→ What this task involves
Tally up the lines below containing the string "dead", then write the number alone.
Task material Start Marker
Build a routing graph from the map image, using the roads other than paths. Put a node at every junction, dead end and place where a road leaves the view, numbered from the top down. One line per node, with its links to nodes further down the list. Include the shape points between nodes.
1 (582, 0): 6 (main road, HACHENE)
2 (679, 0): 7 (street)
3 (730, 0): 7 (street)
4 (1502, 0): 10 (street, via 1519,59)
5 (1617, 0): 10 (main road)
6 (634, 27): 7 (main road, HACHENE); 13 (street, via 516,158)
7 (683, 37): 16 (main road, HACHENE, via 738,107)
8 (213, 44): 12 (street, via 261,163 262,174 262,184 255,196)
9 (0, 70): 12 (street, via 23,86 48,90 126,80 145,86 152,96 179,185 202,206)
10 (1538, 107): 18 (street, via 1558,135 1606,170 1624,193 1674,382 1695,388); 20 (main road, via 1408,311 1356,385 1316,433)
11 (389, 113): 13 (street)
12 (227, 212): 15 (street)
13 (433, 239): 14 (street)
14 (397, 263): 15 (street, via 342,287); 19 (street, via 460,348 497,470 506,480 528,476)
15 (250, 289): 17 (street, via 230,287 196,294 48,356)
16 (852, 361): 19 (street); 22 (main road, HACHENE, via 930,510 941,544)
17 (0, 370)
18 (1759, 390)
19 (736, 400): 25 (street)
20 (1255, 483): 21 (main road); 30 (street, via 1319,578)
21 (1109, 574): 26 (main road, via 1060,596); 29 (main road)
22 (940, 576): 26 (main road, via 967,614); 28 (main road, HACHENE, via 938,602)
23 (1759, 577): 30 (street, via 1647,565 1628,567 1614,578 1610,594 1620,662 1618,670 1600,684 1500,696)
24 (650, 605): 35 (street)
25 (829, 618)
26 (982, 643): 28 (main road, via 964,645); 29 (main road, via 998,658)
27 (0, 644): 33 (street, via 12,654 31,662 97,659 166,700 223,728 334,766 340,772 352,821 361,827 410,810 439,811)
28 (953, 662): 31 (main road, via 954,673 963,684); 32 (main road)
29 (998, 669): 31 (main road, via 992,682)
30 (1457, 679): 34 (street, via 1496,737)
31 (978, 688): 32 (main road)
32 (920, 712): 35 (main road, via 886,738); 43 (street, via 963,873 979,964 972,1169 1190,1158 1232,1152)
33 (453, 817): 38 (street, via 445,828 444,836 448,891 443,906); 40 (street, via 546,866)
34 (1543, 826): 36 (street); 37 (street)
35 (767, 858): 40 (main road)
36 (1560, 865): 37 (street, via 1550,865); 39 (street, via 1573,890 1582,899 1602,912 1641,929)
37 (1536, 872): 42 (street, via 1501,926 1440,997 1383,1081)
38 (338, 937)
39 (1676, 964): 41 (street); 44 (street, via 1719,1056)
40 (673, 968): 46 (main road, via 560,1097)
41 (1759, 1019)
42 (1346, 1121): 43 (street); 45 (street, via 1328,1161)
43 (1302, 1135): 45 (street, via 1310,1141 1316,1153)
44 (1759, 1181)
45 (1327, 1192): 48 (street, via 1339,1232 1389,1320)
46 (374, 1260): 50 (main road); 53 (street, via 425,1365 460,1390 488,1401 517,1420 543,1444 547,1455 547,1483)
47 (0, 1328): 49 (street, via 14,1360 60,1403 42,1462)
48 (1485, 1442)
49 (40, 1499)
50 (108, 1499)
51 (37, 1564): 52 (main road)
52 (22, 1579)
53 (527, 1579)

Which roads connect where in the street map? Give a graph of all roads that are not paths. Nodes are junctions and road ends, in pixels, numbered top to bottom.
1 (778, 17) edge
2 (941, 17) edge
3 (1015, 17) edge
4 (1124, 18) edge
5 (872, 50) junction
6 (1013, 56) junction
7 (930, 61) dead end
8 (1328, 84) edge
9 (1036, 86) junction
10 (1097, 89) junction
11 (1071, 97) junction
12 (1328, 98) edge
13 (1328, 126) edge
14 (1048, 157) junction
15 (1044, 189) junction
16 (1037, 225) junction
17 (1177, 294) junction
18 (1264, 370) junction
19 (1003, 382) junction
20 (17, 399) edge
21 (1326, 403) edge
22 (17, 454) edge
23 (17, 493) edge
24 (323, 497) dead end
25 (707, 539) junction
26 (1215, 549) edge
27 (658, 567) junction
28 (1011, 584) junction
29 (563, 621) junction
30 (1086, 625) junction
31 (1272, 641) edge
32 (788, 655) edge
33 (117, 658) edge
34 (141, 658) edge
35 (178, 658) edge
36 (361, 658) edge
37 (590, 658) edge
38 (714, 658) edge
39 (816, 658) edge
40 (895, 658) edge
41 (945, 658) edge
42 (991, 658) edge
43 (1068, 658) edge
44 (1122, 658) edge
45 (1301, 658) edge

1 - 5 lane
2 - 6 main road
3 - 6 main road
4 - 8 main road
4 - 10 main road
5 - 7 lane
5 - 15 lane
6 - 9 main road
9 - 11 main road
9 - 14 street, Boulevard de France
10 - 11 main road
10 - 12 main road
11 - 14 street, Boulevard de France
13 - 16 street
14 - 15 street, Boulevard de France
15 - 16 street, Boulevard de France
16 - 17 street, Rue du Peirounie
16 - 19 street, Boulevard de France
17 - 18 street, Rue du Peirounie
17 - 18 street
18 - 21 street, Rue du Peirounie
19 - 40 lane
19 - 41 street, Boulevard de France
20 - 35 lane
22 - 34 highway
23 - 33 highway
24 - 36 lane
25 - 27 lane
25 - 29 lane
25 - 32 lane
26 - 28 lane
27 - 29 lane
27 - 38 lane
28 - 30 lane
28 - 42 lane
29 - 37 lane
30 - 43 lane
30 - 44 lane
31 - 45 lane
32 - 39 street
Task material End Marker
→ Solution to this exercise
3